Updated:CHEHALIS, Wash. —
At least one county is bucking what's turning out to be a popular trend on pot prosecutions.
Since the Election Day vote to legalize an ounce of marijuana, King, Pierce, Thurston, Clark, and Grays Harbor counties have all decided not to pursue cases involving amounts that small.
But Lewis County Prosecutor Jonathan Meyer says that as along as pot remains illegal, he will keep prosecuting the crime.
Anthony Colee is one of 73 people still facing misdemeanor charges in Lewis County for possessing a small amount of marijuana.
"(It's) not fair for the people being prosecuted, not fair for the taxpayers having to pay for the people being prosecuted," Colee told KIRO 7 Eyewitness News reporter Richard Thompson.
Meyer said until the law goes into effect next month, having less than an ounce of pot remains illegal in our state and he plans to enforce the law.
"If you're caught before Dec. 6 with marijuana we're going to continue to prosecute," Meyer said.
When asked about decisions by prosecutors in Pierce and King counties, who say it's a waste of time and resources, Meyer said, "I will never let a budget issue stand in the way of prosecuting a crime."

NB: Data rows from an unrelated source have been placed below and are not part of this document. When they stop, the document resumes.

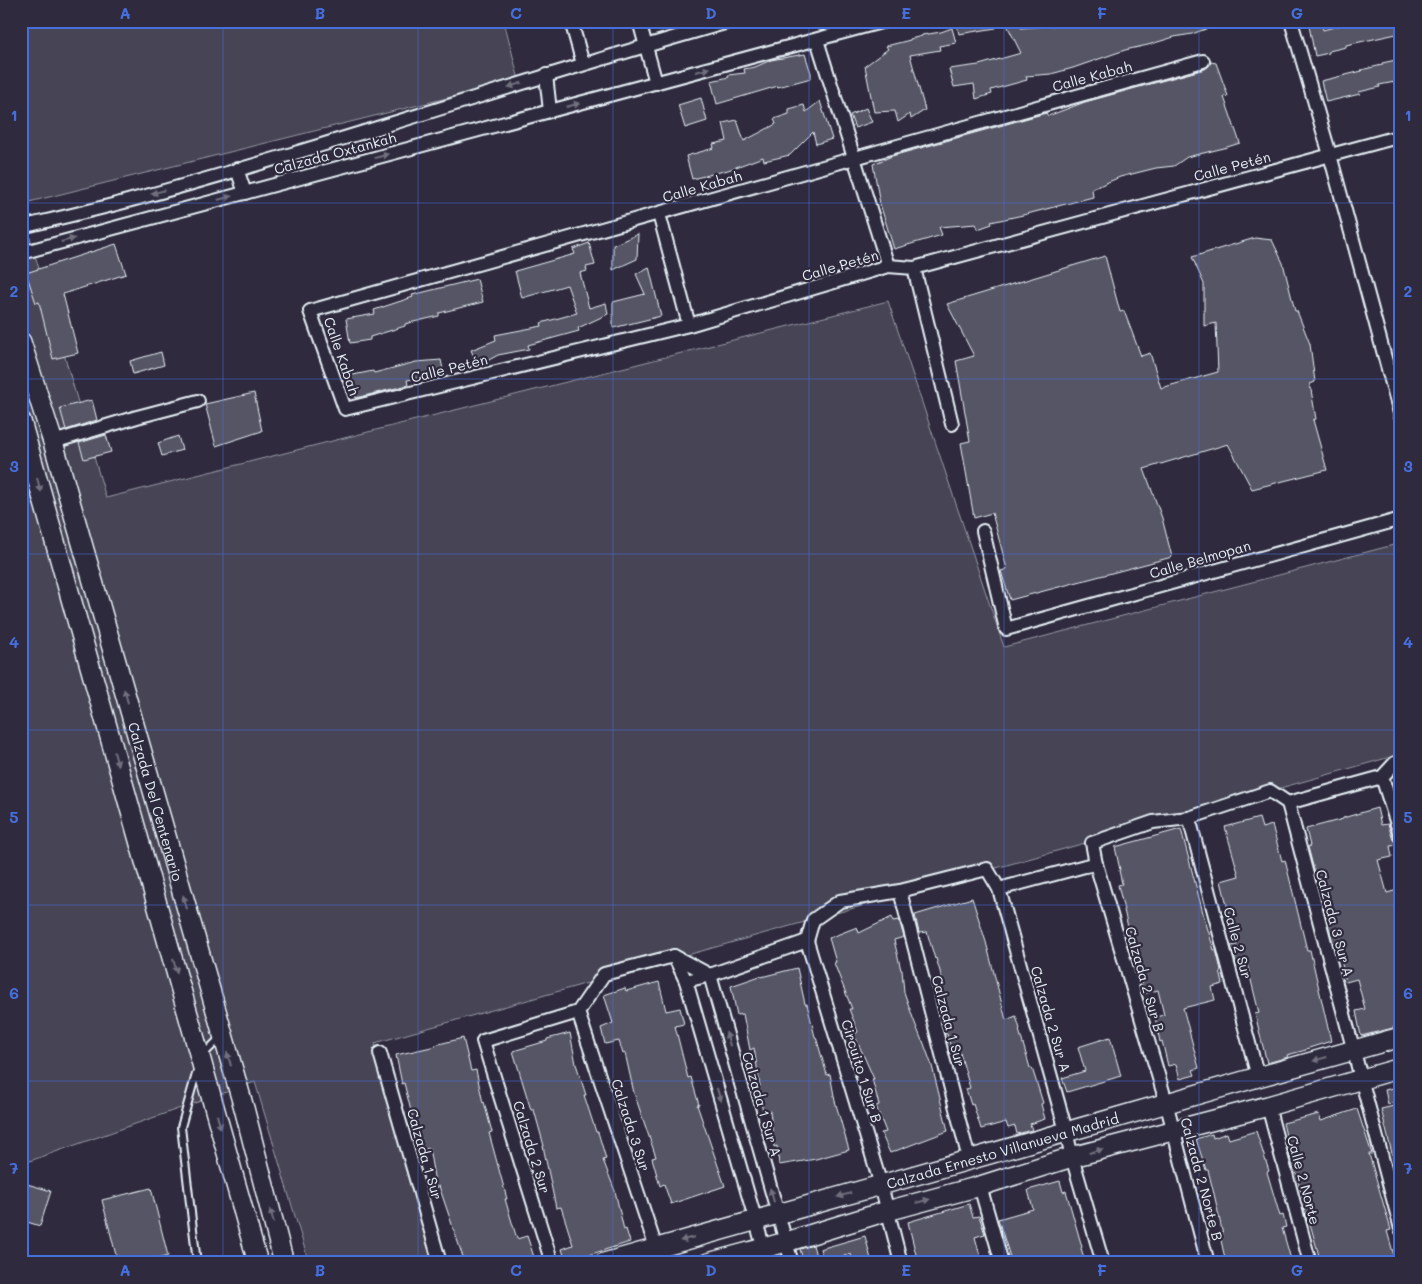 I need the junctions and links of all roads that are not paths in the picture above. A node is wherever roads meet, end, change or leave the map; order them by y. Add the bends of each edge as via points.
1 (571, 21) edge
2 (640, 21) edge
3 (732, 21) edge
4 (885, 21) edge
5 (1291, 21) edge
6 (863, 25) edge
7 (845, 27) edge
8 (817, 40) junction
9 (646, 45) junction
10 (1203, 61) dead end
11 (583, 64) junction
12 (546, 75) junction
13 (656, 83) junction
14 (550, 111) junction
15 (1401, 136) edge
16 (1330, 155) junction
17 (854, 157) junction
18 (237, 170) junction
19 (245, 193) junction
20 (123, 202) junction
21 (659, 214) junction
22 (128, 224) junction
23 (21, 227) edge
24 (21, 253) edge
25 (888, 266) junction
26 (914, 268) junction
27 (689, 325) junction
28 (21, 342) edge
29 (26, 376) edge
30 (198, 401) dead end
31 (345, 409) joint
32 (1401, 417) edge
33 (21, 421) edge
34 (952, 424) dead end
35 (53, 442) junction
36 (1401, 519) edge
37 (983, 531) dead end
38 (110, 642) junction
39 (85, 648) junction
40 (1401, 762) edge
41 (1382, 777) junction
42 (1288, 803) junction
43 (1189, 818) junction
44 (1401, 837) edge
45 (1096, 864) junction
46 (999, 889) junction
47 (900, 891) junction
48 (807, 941) junction
49 (674, 956) junction
50 (710, 975) junction
51 (686, 981) junction
52 (578, 1012) junction
53 (223, 1036) junction
54 (1401, 1037) edge
55 (1353, 1050) junction
56 (380, 1053) dead end
57 (200, 1058) junction
58 (1401, 1068) edge
59 (1258, 1076) junction
60 (1361, 1080) junction
61 (1166, 1102) junction
62 (1268, 1106) junction
63 (1174, 1131) junction
64 (1066, 1132) junction
65 (1072, 1158) junction
66 (969, 1159) junction
67 (881, 1185) junction
68 (980, 1186) junction
69 (887, 1211) junction
70 (778, 1214) junction
71 (756, 1220) junction
72 (1401, 1229) edge
73 (786, 1242) junction
74 (656, 1248) junction
75 (766, 1255) edge
76 (197, 1263) edge
77 (258, 1263) edge
78 (284, 1263) edge
79 (440, 1263) edge
80 (552, 1263) edge
81 (604, 1263) edge
82 (708, 1263) edge
83 (792, 1263) edge
84 (901, 1263) edge
85 (1002, 1263) edge
86 (1103, 1263) edge
87 (1208, 1263) edge
88 (1310, 1263) edge

1 - 11 street
2 - 9 street
3 - 9 street, Calzada Oxtankah
4 - 6 street, Calzada Oxtankah
5 - 16 street
6 - 7 street, Calzada Oxtankah
7 - 8 street, Calzada Oxtankah
13 -> 8 street, Calzada Oxtankah
8 - 17 street
9 - 11 street, Calzada Oxtankah
9 - 13 street
10 - 17 street, Calle Kabah
11 - 12 street, Calzada Oxtankah
12 - 14 street
12 -> 18 street, Calzada Oxtankah
14 -> 13 street, Calzada Oxtankah
19 -> 14 street, Calzada Oxtankah
15 - 16 street, Calle Petén
16 - 26 street, Calle Petén
16 - 32 street
17 - 21 street, Calle Kabah
17 - 25 street
18 - 19 street
18 -> 20 street, Calzada Oxtankah
22 -> 19 street, Calzada Oxtankah
20 - 22 street
20 - 23 street, Calzada Oxtankah
21 - 27 street
21 - 31 street, Calle Kabah via 310,311
24 -> 22 street, Calzada Oxtankah
25 - 26 street, Calle Petén
25 - 27 street, Calle Petén
26 - 34 street
27 - 31 street, Calle Petén
28 - 29 main road, Calzada Del Centenario
29 - 35 main road, Calzada Del Centenario
30 - 35 street
33 -> 39 main road, Calzada Del Centenario
35 - 38 main road, Calzada Del Centenario
36 - 37 street, Calle Belmopan via 1006,629
38 - 39 main road
53 -> 38 main road, Calzada Del Centenario
39 -> 57 main road, Calzada Del Centenario
40 - 41 street
41 - 42 street
41 - 44 street
42 - 43 street via 1270,791
42 - 55 street, Calzada 3 Sur A
43 - 45 street, Calzada 2 Sur B via 1153,822 1092,843
43 - 59 street, Calle 2 Sur
45 - 46 street
45 - 61 street, Calzada 2 Sur B
46 - 47 street, Calzada 2 Sur A via 987,869
46 - 64 street, Calzada 2 Sur A
47 - 48 street via 840,901 814,920
47 - 66 street, Calzada 1 Sur
48 - 50 street
48 - 67 street, Circuito 1 Sur B
49 - 50 street
49 - 51 street
49 - 52 street via 604,974
50 - 51 street
70 -> 50 street, Calzada 1 Sur A
51 -> 71 street
52 - 74 street, Calzada 3 Sur
52 - 80 street, Calzada 2 Sur via 483,1041
53 - 57 lane
78 -> 53 main road, Calzada Del Centenario
54 - 55 main road, Calzada Ernesto Villanueva Madrid
55 -> 59 main road, Calzada Ernesto Villanueva Madrid
55 - 60 street, Calzada 3 Sur A
56 - 79 street, Calzada 1 Sur
57 - 76 lane via 181,1127
57 -> 77 main road, Calzada Del Centenario
58 - 60 main road, Calzada Ernesto Villanueva Madrid
59 - 61 main road, Calzada Ernesto Villanueva Madrid
60 - 62 main road, Calzada Ernesto Villanueva Madrid
60 - 72 street, Calzada 3 Sur A
61 - 63 street, Calzada 2 Norte B
61 - 64 main road, Calzada Ernesto Villanueva Madrid
62 - 63 main road, Calzada Ernesto Villanueva Madrid
62 - 88 street, Calle 2 Norte
65 -> 63 main road, Calzada Ernesto Villanueva Madrid
63 - 87 street, Calzada 2 Norte B
64 - 65 street, Calzada 2 Sur A
64 - 66 main road, Calzada Ernesto Villanueva Madrid
65 - 68 main road, Calzada Ernesto Villanueva Madrid
65 - 86 street, Calzada 2 Sur A
66 - 67 main road, Calzada Ernesto Villanueva Madrid
67 - 69 street, Circuito 1 Sur B
67 -> 70 main road, Calzada Ernesto Villanueva Madrid
69 -> 68 main road, Calzada Ernesto Villanueva Madrid
68 - 85 street
69 - 73 main road, Calzada Ernesto Villanueva Madrid
69 - 84 street, Circuito 1 Sur B
70 - 71 main road, Calzada Ernesto Villanueva Madrid
70 - 73 street, Calzada 1 Sur A
71 -> 74 main road, Calzada Ernesto Villanueva Madrid
71 - 75 street
73 - 75 main road, Calzada Ernesto Villanueva Madrid
73 - 83 street, Calzada 1 Sur A
74 - 81 main road, Calzada Ernesto Villanueva Madrid
75 - 82 main road, Calzada Ernesto Villanueva Madrid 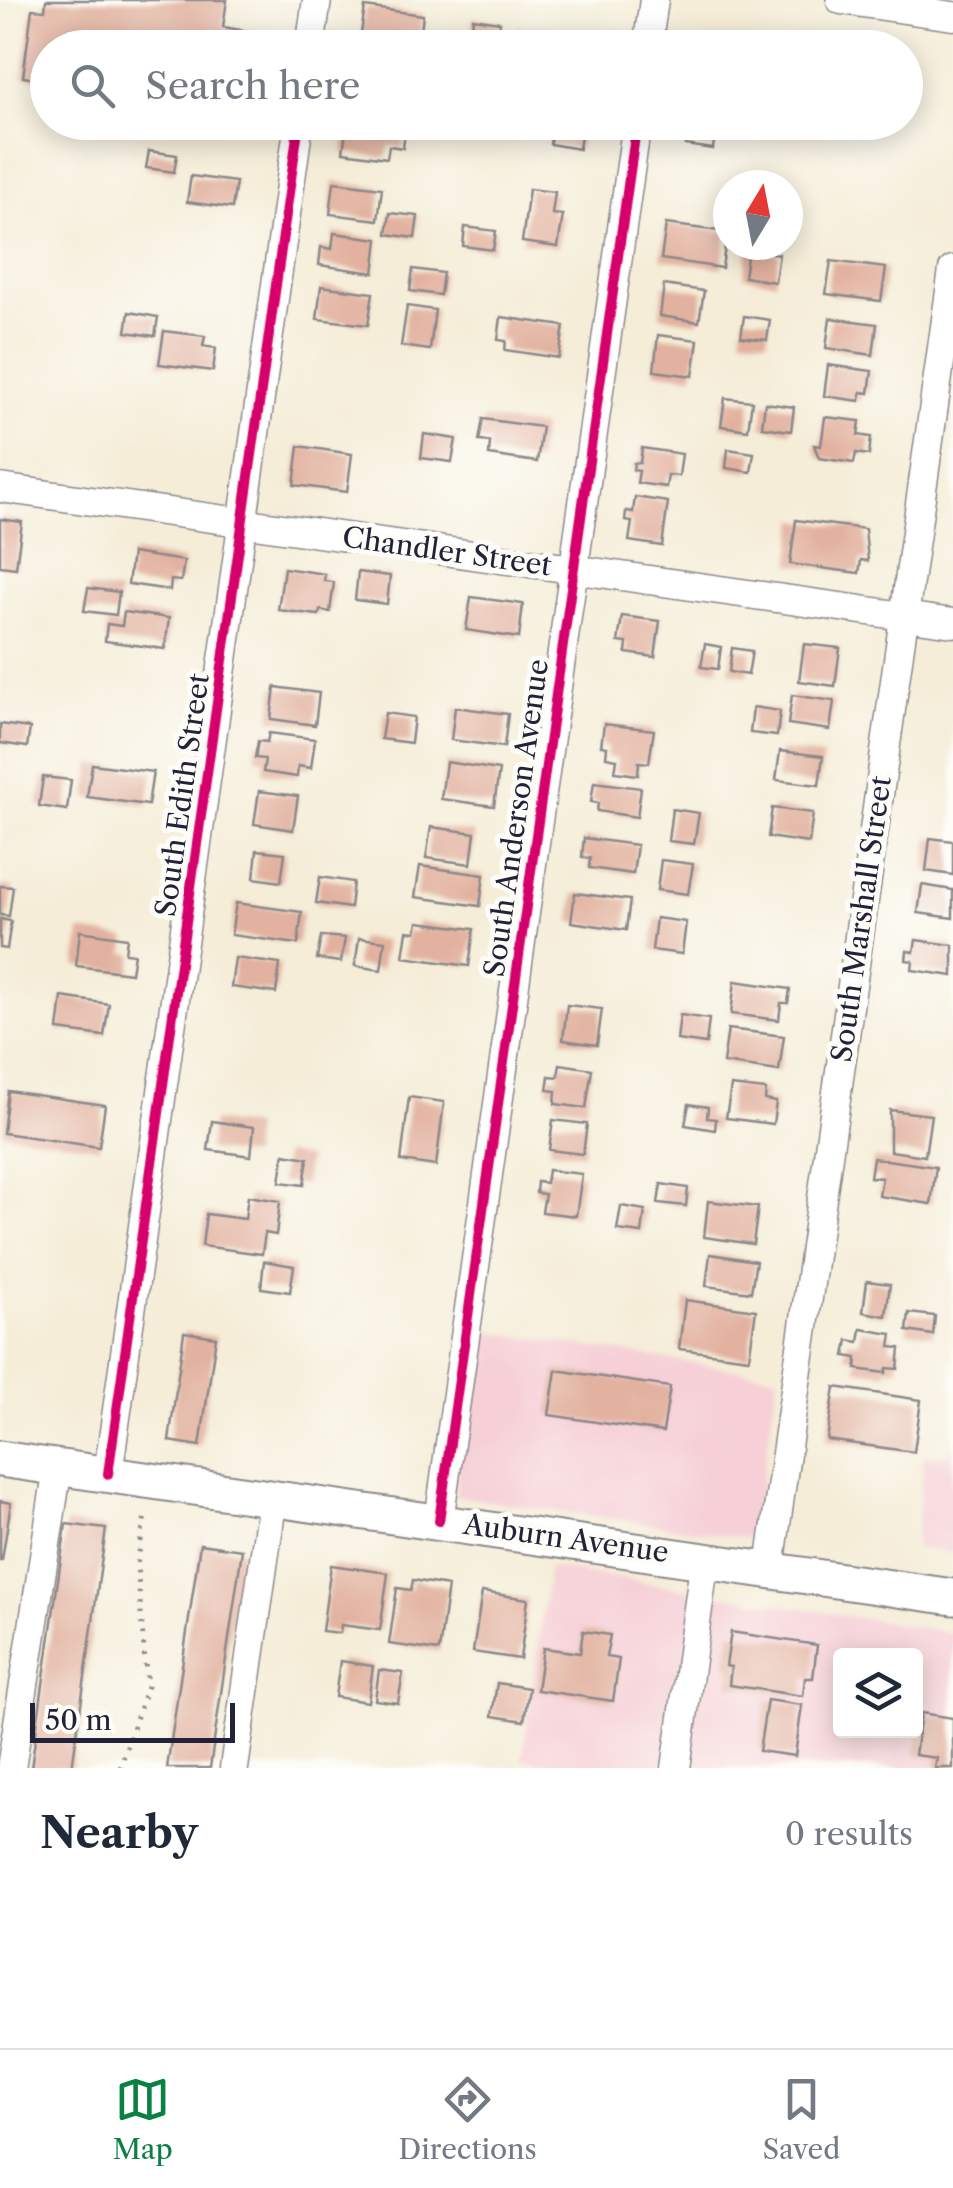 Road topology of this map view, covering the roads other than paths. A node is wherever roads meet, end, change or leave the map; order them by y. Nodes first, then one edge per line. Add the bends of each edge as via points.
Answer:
1 (317, 0) edge
2 (654, 0) edge
3 (841, 0) edge
4 (894, 4) edge
5 (953, 16) edge
6 (313, 30) edge
7 (650, 30) edge
8 (297, 140) edge
9 (634, 140) edge
10 (953, 270) edge
11 (0, 488) edge
12 (243, 522) junction
13 (574, 569) junction
14 (904, 616) junction
15 (953, 623) edge
16 (0, 1459) edge
17 (58, 1467) junction
18 (108, 1474) junction
19 (273, 1497) junction
20 (438, 1520) junction
21 (705, 1558) junction
22 (770, 1568) junction
23 (953, 1597) edge
24 (11, 1768) edge
25 (234, 1768) edge
26 (676, 1768) edge

1 - 6 street
2 - 7 street
3 - 4 street
4 - 5 street
8 - 12 street, South Edith Street
9 - 13 street, South Anderson Avenue
10 - 14 street, South Marshall Street
11 - 12 street, Chandler Street
12 - 13 street, Chandler Street
12 - 18 street, South Edith Street
13 - 14 street, Chandler Street
13 - 20 street, South Anderson Avenue
14 - 15 street, Chandler Street
14 - 22 street, South Marshall Street
16 - 17 main road, Auburn Avenue
17 - 18 main road, Auburn Avenue
17 - 24 street
18 - 19 main road, Auburn Avenue
19 - 20 main road, Auburn Avenue
19 - 25 street
20 - 21 main road, Auburn Avenue
21 - 22 main road, Auburn Avenue
21 - 26 street
22 - 23 main road, Auburn Avenue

Meyer said it's not an extra cost because the judges and prosecutors are already working.
But Anthony Colee, who had to take a day off work and drive through three counties that would have dropped similar charges, believes Lewis County's decision to prosecute is costing everyone.
Colee was offered a diversion program instead of jail time, which is not usual.
He has to stay out of trouble for six month and pay to attend a drug and alcohol program. He said it's still not fair because he will end up missing three unpaid days of work.